Squaring both sides:

$\dfrac {1 + x^2} {x^4} = A^2$

Now the most important step.

As we want to have $1 - x^2$ in the numerator we will have the fraction on the left hand side} as:

$\dfrac {1 - x^2 + 2 x^2} {x^4}$

which does not affect the value of the fraction.

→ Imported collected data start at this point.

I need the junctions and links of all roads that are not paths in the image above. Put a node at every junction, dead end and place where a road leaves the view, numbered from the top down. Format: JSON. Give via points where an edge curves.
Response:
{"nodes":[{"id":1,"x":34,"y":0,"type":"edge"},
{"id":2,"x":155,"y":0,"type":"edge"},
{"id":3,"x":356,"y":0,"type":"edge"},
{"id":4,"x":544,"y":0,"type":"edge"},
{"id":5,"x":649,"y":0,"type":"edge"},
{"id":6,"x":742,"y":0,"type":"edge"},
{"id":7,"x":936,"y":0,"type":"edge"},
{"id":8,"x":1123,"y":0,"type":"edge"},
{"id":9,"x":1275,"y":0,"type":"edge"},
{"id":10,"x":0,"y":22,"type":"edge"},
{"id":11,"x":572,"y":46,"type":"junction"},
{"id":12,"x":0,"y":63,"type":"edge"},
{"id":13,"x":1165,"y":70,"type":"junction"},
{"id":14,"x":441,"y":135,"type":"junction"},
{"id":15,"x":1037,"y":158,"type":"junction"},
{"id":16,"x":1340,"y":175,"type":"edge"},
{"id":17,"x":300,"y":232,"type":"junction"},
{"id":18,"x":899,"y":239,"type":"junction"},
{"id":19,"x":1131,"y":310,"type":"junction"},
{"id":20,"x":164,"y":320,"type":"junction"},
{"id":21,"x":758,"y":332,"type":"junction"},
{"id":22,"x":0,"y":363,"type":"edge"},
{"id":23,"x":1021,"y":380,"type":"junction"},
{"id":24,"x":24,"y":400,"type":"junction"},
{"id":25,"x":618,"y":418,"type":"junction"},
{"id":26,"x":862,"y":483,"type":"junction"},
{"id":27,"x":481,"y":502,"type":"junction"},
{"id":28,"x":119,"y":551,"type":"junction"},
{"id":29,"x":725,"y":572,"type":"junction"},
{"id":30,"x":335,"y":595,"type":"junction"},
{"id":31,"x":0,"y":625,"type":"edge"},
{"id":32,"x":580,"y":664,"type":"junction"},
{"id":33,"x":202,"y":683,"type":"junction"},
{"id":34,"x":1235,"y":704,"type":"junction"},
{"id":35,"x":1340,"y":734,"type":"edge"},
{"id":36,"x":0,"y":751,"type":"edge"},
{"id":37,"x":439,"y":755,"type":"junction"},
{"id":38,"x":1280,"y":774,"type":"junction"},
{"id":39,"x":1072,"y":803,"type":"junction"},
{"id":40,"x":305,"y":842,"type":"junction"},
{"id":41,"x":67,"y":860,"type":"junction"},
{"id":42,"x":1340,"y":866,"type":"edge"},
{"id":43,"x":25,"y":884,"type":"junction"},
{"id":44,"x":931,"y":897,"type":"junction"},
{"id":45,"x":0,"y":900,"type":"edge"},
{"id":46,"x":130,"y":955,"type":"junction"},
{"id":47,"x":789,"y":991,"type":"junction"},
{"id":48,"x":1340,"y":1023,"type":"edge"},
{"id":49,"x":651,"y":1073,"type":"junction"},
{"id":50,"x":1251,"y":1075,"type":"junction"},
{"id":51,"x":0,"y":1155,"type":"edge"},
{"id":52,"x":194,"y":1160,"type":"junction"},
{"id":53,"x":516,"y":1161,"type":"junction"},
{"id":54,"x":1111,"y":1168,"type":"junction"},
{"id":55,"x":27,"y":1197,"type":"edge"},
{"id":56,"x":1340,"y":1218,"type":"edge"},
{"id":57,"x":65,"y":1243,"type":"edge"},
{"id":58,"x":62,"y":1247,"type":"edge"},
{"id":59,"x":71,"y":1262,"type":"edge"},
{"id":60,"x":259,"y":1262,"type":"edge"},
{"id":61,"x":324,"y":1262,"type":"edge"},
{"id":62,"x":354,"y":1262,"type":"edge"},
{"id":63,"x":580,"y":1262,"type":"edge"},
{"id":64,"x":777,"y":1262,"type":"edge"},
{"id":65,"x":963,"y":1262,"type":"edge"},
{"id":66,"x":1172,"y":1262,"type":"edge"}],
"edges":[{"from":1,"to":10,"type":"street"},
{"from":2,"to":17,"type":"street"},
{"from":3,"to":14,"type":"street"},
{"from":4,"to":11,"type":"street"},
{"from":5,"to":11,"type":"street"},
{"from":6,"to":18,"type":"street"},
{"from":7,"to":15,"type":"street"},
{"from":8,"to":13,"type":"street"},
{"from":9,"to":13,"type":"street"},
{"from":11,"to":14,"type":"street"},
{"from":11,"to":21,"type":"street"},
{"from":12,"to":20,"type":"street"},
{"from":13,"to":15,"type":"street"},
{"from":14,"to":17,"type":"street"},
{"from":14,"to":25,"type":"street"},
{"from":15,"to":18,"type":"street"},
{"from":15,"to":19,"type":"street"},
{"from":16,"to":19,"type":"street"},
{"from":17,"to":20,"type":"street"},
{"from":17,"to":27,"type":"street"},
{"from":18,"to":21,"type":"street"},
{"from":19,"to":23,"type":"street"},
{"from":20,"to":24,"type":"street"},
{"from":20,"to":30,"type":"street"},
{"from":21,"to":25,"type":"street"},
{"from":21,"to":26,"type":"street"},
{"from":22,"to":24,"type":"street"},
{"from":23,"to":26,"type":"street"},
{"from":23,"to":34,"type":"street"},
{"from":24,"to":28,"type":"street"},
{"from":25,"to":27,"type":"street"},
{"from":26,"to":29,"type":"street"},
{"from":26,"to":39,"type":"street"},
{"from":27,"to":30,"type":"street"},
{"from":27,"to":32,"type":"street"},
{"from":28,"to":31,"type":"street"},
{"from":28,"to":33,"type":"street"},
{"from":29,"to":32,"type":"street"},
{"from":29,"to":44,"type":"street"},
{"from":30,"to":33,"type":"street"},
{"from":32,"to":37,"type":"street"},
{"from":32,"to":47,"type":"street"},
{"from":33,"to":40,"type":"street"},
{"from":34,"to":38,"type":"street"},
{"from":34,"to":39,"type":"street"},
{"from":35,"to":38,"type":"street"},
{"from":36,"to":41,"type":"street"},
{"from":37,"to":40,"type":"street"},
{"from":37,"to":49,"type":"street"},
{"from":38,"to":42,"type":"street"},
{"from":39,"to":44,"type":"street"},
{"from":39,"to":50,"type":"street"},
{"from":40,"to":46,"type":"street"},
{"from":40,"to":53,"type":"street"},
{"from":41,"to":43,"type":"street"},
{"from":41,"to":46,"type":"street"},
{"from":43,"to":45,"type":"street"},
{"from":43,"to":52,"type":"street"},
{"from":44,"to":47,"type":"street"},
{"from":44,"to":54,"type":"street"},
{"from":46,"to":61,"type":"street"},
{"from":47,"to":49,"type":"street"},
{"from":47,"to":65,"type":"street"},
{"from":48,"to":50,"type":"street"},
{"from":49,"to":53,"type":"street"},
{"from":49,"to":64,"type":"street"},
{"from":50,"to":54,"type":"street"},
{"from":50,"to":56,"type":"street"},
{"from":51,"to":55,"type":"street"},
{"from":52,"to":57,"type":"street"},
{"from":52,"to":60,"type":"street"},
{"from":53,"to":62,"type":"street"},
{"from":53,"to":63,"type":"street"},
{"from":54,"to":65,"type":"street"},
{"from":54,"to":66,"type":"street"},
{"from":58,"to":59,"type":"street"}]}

Now the left hand side is:

$\dfrac {1 - x^2} {x^4} + \dfrac 2 {x^2}$

then the wanted fraction will be alone on the left hand side:

$\dfrac {1 - x^2} {x^4} = A^2 - \dfrac 2 {x^2}$

Taking the root of both sides:

$\dfrac {\sqrt{1 - x^2} } {x^2} = \sqrt {A^2 - \dfrac 2 {x^2} }$

then integrating both sides:

$\displaystyle \int \frac {\sqrt{1 - x^2} } {x^2} \, \mathrm d x = \int \sqrt{A^2 - \frac 2 {x^2}} \, \mathrm d x$

Now the right hand side is complicated but evaluates as follows:

$\displaystyle \int \sqrt{A^2 - \frac 2 {x^2} } \, \mathrm d x = \frac {x^2 \sqrt {\frac 1 {x^4} - \frac 1 {x^2} } \ln \left({2 \sqrt {x^2 - 1} + 2 x}\right)} {\sqrt {x^2 - 1} } - x \sqrt {\frac 1 {x^4} - \frac 1 {x^2} } + C$

Substituting the last result in the first equation of the inverse sine we get:

$\displaystyle \arcsin x = - \frac {\sqrt {1 - x^2} } x - \frac {x^2 \sqrt {\frac 1 {x^4} - \frac 1 {x^2} } \ln \left({2 \sqrt {x^2 - 1} + 2 x}\right)} {\sqrt {x^2 - 1}} + x \sqrt {\frac 1 {x^4} - \frac 1 {x^2} } + C$

Hence we get a semi-algebraic formula for the inverse sine function.

$\blacksquare$